◆ **DIRECTIONS**: The answer must be every line below that contains the string "SAKURA".

◆ **Dataset entries**:
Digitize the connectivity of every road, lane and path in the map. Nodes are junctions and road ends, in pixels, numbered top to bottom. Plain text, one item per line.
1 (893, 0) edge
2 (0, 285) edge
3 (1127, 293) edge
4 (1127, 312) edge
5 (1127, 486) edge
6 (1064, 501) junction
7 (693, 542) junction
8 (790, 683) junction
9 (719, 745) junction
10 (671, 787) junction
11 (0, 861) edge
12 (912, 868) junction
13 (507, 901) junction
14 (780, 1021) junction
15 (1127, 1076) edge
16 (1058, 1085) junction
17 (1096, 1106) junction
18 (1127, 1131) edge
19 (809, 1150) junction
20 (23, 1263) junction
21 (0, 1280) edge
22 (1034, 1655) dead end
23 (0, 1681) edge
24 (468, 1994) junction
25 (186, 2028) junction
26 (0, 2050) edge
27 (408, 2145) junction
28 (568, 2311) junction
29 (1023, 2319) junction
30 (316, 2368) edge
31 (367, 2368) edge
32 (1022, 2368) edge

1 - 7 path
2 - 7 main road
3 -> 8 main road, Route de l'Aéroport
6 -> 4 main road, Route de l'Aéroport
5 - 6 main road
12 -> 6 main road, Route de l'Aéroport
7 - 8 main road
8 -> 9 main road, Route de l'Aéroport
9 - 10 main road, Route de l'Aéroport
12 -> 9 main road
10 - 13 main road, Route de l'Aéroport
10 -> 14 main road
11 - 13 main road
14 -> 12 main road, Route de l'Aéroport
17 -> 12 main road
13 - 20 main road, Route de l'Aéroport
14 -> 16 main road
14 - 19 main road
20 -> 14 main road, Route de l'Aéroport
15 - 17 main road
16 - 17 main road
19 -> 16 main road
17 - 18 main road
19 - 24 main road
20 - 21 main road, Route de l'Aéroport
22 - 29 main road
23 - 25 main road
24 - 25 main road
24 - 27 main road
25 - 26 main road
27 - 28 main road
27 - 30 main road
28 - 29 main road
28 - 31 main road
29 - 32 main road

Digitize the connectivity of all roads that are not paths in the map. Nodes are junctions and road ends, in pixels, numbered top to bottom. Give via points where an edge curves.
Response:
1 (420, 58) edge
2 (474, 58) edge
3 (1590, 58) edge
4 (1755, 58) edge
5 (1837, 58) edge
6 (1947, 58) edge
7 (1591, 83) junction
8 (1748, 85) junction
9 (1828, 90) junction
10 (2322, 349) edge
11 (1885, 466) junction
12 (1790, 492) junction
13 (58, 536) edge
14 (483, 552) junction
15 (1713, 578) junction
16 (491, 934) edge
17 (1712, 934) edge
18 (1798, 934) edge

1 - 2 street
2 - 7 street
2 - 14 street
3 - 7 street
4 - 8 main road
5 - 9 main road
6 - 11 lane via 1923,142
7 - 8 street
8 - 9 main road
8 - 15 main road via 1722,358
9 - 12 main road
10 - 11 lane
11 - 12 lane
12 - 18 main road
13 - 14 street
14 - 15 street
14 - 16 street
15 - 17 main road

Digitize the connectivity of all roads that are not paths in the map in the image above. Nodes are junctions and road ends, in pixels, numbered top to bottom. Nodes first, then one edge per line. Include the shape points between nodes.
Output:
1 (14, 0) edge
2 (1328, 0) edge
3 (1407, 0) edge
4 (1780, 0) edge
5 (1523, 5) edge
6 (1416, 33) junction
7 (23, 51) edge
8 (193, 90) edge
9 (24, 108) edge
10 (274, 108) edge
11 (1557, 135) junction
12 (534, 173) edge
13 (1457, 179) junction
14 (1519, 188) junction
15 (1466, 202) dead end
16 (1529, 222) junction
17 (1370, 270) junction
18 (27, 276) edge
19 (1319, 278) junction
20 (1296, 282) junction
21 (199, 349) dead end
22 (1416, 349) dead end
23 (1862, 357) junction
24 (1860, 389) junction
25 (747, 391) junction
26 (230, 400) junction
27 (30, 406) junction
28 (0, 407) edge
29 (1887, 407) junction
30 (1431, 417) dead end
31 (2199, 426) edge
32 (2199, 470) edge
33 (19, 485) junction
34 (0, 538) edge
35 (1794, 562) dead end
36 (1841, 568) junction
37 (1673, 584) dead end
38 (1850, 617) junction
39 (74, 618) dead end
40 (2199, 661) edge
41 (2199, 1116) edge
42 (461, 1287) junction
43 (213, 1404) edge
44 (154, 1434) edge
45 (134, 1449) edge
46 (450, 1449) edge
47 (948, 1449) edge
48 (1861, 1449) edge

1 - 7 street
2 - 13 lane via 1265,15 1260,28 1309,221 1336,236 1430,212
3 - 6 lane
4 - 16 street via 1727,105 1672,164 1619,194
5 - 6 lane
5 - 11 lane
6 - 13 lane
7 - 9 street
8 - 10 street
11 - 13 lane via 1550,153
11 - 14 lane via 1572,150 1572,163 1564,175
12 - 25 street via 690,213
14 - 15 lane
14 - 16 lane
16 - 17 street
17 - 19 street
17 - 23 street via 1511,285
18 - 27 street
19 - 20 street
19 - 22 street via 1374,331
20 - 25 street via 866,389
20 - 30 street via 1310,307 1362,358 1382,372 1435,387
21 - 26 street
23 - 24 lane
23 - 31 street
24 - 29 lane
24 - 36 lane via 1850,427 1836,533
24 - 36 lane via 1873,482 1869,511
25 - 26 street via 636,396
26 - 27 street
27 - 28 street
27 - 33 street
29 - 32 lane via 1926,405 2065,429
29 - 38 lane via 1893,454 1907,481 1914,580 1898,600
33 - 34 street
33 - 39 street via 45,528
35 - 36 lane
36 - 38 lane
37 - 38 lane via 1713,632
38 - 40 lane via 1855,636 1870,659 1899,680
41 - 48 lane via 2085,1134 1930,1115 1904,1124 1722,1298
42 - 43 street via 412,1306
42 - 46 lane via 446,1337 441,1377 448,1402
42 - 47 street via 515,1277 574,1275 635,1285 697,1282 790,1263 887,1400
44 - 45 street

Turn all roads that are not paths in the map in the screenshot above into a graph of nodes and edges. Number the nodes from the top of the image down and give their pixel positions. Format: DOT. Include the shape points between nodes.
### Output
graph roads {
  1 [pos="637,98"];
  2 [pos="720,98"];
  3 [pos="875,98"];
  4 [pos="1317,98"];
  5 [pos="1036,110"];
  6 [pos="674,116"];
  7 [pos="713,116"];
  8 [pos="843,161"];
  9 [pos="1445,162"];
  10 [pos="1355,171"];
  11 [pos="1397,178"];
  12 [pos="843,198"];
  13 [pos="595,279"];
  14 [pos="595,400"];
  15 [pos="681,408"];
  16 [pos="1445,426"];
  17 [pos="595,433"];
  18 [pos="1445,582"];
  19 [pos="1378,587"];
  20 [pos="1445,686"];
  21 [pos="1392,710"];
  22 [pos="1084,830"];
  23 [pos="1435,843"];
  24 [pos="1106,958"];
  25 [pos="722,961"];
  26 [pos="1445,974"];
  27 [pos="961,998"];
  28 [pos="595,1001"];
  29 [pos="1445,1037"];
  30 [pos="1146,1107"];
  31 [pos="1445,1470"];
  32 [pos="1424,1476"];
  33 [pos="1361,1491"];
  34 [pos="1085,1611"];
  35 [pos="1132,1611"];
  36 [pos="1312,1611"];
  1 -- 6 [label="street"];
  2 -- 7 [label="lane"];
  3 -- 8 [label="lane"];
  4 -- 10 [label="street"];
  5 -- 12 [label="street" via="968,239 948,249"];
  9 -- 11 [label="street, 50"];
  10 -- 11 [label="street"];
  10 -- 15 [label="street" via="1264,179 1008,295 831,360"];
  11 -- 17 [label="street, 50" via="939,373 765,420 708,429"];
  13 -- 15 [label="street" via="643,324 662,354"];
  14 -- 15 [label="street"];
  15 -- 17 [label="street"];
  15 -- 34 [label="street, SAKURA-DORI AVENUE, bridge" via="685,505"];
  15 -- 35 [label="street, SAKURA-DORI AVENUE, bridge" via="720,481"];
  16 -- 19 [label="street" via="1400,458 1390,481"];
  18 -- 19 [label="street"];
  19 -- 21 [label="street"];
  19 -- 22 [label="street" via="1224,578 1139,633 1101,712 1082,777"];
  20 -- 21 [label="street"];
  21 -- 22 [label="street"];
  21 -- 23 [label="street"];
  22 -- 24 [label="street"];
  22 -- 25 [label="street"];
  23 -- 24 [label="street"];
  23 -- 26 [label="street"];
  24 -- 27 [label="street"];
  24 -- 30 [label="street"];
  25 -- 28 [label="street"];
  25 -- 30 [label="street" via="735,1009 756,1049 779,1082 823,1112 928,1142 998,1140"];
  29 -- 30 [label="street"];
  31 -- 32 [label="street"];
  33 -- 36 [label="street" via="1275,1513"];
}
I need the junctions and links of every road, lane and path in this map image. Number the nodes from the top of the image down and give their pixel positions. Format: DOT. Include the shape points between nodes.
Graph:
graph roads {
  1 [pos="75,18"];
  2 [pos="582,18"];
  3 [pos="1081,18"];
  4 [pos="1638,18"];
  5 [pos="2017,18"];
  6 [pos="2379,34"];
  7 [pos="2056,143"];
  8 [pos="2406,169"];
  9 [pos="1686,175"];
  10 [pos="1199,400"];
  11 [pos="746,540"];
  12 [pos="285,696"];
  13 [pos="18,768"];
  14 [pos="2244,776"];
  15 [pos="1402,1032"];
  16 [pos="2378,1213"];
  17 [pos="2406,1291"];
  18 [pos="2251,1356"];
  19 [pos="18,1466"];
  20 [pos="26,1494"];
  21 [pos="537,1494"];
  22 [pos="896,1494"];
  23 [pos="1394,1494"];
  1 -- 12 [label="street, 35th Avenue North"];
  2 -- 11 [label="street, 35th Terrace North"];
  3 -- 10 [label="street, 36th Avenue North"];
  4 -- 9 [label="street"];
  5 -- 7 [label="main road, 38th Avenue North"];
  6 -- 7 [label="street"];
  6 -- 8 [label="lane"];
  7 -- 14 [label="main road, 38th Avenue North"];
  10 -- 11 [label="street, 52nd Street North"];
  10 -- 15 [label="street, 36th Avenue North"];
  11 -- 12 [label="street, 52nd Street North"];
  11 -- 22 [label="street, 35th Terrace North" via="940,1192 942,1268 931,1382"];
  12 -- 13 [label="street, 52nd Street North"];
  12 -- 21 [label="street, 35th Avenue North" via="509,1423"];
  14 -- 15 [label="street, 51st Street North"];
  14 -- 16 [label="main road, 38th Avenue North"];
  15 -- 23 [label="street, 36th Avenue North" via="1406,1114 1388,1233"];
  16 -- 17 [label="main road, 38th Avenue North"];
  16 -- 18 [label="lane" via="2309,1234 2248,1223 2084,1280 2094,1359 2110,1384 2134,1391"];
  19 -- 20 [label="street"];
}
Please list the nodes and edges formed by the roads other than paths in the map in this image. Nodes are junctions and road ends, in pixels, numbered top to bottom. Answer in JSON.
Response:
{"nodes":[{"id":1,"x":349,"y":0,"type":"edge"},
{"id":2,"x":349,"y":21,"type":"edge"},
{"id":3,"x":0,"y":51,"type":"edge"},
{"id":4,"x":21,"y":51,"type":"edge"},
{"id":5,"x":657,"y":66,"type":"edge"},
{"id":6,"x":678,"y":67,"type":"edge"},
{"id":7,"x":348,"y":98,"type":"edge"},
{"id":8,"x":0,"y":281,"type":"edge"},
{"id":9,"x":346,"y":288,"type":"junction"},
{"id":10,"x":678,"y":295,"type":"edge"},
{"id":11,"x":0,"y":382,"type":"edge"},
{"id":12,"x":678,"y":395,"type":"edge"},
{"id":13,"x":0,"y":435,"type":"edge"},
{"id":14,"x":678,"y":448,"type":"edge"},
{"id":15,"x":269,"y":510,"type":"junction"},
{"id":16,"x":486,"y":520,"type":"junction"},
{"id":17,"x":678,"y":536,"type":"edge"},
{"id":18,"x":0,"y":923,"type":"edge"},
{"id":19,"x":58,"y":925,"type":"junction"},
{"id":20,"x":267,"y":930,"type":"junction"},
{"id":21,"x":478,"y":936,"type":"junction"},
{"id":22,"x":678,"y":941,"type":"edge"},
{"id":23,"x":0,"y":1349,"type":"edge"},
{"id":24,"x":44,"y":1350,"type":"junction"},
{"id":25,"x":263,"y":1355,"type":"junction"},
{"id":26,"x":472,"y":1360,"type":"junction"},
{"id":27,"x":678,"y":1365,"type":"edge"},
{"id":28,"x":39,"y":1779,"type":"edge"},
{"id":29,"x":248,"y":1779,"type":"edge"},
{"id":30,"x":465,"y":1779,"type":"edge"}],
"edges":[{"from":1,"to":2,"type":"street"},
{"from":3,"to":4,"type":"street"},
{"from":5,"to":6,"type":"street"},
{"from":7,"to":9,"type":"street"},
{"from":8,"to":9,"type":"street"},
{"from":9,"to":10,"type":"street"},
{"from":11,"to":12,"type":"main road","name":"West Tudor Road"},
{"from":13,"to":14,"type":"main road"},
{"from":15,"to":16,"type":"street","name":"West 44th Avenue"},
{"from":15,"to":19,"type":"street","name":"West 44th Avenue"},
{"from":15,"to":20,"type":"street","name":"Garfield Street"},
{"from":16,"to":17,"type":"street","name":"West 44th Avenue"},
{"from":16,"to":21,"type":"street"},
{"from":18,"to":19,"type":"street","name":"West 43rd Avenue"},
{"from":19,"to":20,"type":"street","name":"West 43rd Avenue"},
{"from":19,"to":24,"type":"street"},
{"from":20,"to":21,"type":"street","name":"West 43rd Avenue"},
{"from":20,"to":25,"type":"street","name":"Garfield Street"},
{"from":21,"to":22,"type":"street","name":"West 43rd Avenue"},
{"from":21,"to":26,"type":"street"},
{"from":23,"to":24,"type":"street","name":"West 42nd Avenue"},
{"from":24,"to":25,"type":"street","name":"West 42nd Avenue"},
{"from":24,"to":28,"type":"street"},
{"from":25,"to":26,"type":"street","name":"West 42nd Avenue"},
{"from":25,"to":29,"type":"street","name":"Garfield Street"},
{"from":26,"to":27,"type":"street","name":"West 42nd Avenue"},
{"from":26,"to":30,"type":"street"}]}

◆ **TASK ANSWER**:
  15 -- 34 [label="street, SAKURA-DORI AVENUE, bridge" via="685,505"];
  15 -- 35 [label="street, SAKURA-DORI AVENUE, bridge" via="720,481"];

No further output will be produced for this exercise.